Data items
═══
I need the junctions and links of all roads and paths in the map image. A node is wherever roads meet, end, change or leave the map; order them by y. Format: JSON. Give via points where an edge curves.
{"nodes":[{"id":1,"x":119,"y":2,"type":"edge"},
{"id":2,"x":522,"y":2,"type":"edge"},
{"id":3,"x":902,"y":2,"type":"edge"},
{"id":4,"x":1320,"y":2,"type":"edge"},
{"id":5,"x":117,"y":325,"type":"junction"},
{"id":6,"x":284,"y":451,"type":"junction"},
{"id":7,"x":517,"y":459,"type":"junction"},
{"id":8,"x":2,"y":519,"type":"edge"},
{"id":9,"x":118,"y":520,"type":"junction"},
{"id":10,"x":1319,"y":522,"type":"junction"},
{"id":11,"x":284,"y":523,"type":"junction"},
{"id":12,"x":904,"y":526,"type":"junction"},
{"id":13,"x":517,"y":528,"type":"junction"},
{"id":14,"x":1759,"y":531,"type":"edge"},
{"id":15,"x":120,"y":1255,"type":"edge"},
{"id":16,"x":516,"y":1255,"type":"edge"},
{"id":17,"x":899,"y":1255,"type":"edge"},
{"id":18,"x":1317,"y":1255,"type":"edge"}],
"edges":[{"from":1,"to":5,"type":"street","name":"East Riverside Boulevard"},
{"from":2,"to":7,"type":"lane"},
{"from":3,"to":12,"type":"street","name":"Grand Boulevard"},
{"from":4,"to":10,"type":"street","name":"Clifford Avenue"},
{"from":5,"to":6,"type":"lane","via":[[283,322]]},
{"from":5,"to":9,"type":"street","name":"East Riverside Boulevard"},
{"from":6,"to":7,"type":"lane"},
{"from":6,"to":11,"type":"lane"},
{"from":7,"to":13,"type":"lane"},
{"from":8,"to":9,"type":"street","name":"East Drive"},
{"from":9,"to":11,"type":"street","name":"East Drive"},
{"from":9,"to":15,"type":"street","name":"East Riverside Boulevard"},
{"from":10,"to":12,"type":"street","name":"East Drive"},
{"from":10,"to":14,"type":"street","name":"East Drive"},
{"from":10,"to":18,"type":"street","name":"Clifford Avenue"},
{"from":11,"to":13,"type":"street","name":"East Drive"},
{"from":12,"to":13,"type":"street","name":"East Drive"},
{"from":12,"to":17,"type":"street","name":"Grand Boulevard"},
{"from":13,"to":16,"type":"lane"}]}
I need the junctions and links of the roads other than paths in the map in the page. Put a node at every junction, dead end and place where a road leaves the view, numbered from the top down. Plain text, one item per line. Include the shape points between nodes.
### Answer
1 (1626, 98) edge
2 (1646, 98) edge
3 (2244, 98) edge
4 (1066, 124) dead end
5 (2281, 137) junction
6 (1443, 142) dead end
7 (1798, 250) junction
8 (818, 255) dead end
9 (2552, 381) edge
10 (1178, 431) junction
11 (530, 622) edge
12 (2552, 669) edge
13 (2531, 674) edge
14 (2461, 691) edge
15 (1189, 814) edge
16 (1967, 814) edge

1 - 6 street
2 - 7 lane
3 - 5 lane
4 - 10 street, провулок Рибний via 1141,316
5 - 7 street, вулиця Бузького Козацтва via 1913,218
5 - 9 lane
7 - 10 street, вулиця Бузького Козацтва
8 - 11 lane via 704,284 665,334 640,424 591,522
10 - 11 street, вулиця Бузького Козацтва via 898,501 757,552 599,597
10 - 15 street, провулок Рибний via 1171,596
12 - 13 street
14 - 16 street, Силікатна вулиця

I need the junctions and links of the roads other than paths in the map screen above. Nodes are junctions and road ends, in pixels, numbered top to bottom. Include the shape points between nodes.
═══
**PROBLEM TO SOLVE**
Show the lines from the data above that contain the string "other".

**TASK RESULT**
I need the junctions and links of the roads other than paths in the map in the page. Put a node at every junction, dead end and place where a road leaves the view, numbered from the top down. Plain text, one item per line. Include the shape points between nodes.
I need the junctions and links of the roads other than paths in the map screen above. Nodes are junctions and road ends, in pixels, numbered top to bottom. Include the shape points between nodes.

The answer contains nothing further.